Gadis itu berhenti menggigiti bibirnya dan mengelap noda darah yang mengalir di dagunya. Sasuke untuk pertama kalinya, mendesah pelan.

"Katakan," ia menatap mata sehijau dedaunan itu tanpa menurunkan intensitas pandangannya. "Apa yang mengalihkan konsentrasimu?" lanjutnya. Menelan ludah, Sakura mengulaskan senyum yang dipaksakan. Ia bangkit berdiri dan membersihkan debu yang menempel di pakaiannya.

"Tidak ada. Aku hanya memikirkan segala kemungkinan dari situasi yang akan kita hadapi." Jawabnya seraya tersenyum simpul. Pemuda berambut hitam kebiruan itu mendengus pelan dan bangkit berdiri.

"Pembohong." Gumamnya. ia menutup matanya untuk sesaat dan kembali membukanya hanya untuk melihat Sakura tengah melamun. Lagi.

"Baiklah." Gumamnya seraya melipat tangan di depan dadanya. "Aku malas mengatakannya." Sasuke berdeham cukup keras dan berhasil menarik perhatian Sakura.

"Ah, ugh... maksudmu? Maaf, aku sudah menyulitkanmu. Aku tidak akan mengulanginya lagi. Bagaimana kalau kita pikirkan persiapan kita di misi ini? Maksudku, aku tahu ini amat sangat menyebalkan untukmu, Sasuke. Tapi, dengan persiapan, aku rasa semuanya akan jadi lebih mudah. Lebih cepat kita menyelesaikannya, lebih baik. Aku rasa, Naruto dan Sai juga akan segera datang menyusul kita kalau mereka sudah kembali dari misinya." Sasuke menatapnya dingin.

"Oke, maafkan aku. Aku terus berbicara." Gumam Sakura seraya menundukkan kepala. Bahkan setelah menundukkan kepala pun, ia masih bisa merasakan tatapan Sasuke yang menghujam dan membuatnya merinding.

"Sakura." Kalem dan tidak terlalu dingin seperti biasanya.
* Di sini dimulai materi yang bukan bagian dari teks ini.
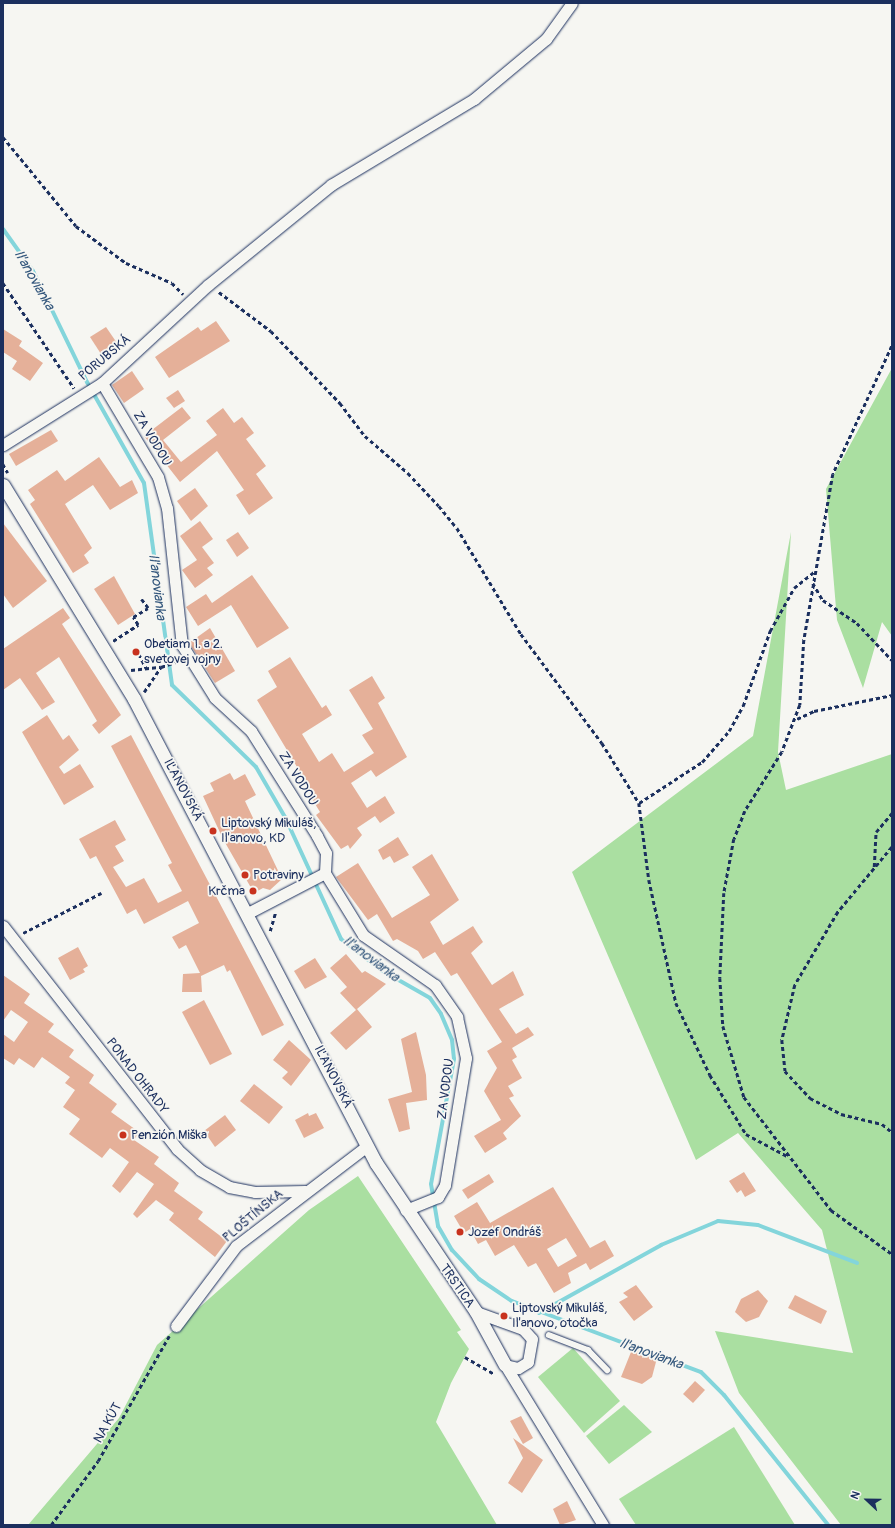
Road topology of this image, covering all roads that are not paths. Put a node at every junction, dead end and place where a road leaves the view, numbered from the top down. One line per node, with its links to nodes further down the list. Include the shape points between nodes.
1 (572, 3): 2 (street, PORUBSKÁ, via 546,39 474,99 331,185 208,285)
2 (100, 384): 3 (street, PORUBSKÁ); 5 (street, ZA VODOU, via 158,477 167,508 182,645 215,698 251,731 313,830 326,853)
3 (3, 445)
4 (3, 485): 6 (street, IĽANOVSKÁ, via 117,670)
5 (322, 875): 6 (street); 10 (street, ZA VODOU, via 363,935 435,985 457,1017 464,1047 464,1070 445,1185 438,1197)
6 (248, 914): 8 (street, IĽANOVSKÁ)
7 (3, 926): 9 (street, PONAD OHRADY, via 176,1149 200,1170 229,1187 255,1192)
8 (367, 1146): 9 (street, PLOŠTÍNSKA); 10 (street, IĽANOVSKÁ)
9 (305, 1191): 12 (street, PLOŠTÍNSKA, via 236,1246)
10 (405, 1210): 11 (street, TRSTICA)
11 (476, 1312): 14 (street, TRSTICA); 14 (street, via 523,1330 532,1339 528,1362 518,1368)
12 (176, 1326)
13 (549, 1335): 15 (lane, via 588,1350)
14 (505, 1365): 16 (street)
15 (607, 1370)
16 (603, 1525)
Dengan berani Sakura mengangkat kepalanya. Rasa penasaran tergambar jelas di mata hijau nan teduh.

"Kita harus segera menikah."

.

.

.

.

.

.

.

"... the fuck?"


.

.

.

.

.

1st Naruto Fanfic

Genre : Adventure, humor, romance, friendship

Disclaimer : Sampai dunia musnah juga, ane nggak bakal bisa jadi pemiliknya Naruto. Hanya Opa Masashi Kishimoto yang bisa T_T.

.

.

.

.

Aw yeah, setelah sekian lama, akhirnya tercetus ide untuk membuat Fanfic Naruto XD. Persiapkan diri untuk julukan-julukan khas dari ane dan bahasa Indo campur-campur khas keseharian ga normal ane XD.

.

.

.

.

.

Emergency Couple : Finding The Ring


"Jelek, kau bisa membantuku sebentar?" tanya Sai dengan wajah super palsu dan pucat khas mayat. Satu lagi hari bersama Sai, Sang Pelukis Terong-terongan, yang sanggup membuat emosi membuncah hanya dengan mendengar julukan yang ia sematkan tanpa rasa berdosa pada lawan bicaranya.

"Apaan sih?!" sentak Sakura kesal. Pekerjaan di Rumah Sakit sudah menyita banyak waktu, belum lagi segala laporan-laporan yang dihibahkan oleh Oma Tsunade kepadanya, dengan alasan ia butuh hiburan sebelum masa tua menghampirinya. Sakura harus memutar bola matanya berkali-kali mendengar alasan ini. Beginilah nasib menghadapi nenek-nenek panjang umur yang suka mabuk.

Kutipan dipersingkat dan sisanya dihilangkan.